TO DO: Of the entries below, return only those lines from the line with "What data does" to the line with "Quick job: Convert", exactly, both included.
-------- INFORMATION SUPPLIED
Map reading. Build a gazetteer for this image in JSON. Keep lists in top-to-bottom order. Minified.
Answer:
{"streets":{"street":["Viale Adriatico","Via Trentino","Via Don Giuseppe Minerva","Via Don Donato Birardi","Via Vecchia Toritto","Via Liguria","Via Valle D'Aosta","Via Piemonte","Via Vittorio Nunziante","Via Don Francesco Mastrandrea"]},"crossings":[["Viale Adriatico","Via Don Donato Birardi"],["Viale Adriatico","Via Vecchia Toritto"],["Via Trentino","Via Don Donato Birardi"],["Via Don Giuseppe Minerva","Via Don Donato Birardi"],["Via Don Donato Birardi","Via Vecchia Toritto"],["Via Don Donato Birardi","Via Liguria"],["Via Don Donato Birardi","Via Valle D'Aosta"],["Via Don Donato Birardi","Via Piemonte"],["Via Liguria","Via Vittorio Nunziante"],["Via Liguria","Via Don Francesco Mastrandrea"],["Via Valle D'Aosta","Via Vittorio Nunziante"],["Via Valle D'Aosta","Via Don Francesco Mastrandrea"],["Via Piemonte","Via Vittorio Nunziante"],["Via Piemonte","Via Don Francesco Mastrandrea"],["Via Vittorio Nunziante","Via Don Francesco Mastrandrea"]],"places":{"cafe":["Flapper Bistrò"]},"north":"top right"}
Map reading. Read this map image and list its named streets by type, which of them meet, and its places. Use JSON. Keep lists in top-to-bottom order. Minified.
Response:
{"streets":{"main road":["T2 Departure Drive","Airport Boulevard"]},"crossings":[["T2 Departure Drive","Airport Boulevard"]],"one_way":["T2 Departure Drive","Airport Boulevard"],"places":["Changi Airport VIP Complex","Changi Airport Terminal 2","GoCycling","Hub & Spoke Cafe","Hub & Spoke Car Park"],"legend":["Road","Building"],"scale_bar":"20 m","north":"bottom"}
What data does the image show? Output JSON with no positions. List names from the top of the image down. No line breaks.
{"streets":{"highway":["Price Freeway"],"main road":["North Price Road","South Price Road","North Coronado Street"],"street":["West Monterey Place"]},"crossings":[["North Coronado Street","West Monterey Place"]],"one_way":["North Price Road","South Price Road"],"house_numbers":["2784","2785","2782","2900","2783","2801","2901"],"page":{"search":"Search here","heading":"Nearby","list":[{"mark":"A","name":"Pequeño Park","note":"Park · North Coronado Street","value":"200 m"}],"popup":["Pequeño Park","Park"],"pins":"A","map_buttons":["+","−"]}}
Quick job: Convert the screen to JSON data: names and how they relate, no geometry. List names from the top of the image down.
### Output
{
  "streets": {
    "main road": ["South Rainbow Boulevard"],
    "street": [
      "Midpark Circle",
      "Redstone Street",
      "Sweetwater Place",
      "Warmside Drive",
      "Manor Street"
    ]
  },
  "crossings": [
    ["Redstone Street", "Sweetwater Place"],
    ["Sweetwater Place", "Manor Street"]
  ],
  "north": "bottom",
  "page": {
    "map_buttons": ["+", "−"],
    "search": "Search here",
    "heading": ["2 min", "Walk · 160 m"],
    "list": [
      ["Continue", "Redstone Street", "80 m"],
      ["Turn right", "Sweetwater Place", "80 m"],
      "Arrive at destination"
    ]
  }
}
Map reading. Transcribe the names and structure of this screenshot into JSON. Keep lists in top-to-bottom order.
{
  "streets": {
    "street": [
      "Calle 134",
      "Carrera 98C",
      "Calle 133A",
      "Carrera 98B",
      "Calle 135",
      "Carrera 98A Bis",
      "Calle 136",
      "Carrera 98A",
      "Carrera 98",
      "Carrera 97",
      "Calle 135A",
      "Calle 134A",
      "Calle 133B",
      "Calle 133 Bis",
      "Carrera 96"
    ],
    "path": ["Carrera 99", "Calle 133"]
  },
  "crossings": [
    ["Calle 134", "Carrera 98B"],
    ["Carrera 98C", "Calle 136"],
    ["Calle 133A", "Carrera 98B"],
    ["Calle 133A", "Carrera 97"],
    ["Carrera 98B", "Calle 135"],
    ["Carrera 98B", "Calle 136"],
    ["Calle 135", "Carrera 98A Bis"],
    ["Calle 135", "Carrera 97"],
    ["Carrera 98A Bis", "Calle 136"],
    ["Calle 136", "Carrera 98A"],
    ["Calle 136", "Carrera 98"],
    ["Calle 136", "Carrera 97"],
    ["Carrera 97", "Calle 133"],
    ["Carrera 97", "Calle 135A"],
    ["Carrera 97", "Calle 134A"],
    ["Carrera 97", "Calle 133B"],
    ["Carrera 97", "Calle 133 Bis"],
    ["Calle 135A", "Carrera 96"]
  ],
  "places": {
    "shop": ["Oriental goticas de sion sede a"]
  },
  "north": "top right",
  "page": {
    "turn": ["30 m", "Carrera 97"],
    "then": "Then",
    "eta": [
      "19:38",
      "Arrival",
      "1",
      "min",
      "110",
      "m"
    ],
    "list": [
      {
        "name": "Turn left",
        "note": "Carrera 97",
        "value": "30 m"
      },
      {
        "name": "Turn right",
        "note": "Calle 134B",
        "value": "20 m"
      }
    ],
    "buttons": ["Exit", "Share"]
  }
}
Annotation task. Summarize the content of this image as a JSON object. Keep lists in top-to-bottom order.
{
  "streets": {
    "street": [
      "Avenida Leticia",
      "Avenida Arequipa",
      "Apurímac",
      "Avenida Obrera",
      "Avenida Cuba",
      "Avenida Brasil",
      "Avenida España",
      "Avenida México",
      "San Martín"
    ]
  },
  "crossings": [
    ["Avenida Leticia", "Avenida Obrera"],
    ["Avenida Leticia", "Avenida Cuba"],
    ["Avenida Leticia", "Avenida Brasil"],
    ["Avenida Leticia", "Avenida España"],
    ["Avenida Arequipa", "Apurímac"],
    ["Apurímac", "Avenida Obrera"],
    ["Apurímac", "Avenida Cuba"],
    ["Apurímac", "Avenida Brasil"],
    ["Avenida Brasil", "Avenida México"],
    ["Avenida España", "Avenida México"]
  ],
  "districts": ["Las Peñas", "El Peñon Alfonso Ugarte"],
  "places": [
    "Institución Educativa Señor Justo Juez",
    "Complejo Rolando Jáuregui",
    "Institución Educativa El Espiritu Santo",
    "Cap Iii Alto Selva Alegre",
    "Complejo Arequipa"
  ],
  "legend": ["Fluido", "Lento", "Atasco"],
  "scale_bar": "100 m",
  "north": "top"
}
----------------
COMPLETED EXERCISE:
What data does the image show? Output JSON with no positions. List names from the top of the image down. No line breaks.
{"streets":{"highway":["Price Freeway"],"main road":["North Price Road","South Price Road","North Coronado Street"],"street":["West Monterey Place"]},"crossings":[["North Coronado Street","West Monterey Place"]],"one_way":["North Price Road","South Price Road"],"house_numbers":["2784","2785","2782","2900","2783","2801","2901"],"page":{"search":"Search here","heading":"Nearby","list":[{"mark":"A","name":"Pequeño Park","note":"Park · North Coronado Street","value":"200 m"}],"popup":["Pequeño Park","Park"],"pins":"A","map_buttons":["+","−"]}}
Quick job: Convert the screen to JSON data: names and how they relate, no geometry. List names from the top of the image down.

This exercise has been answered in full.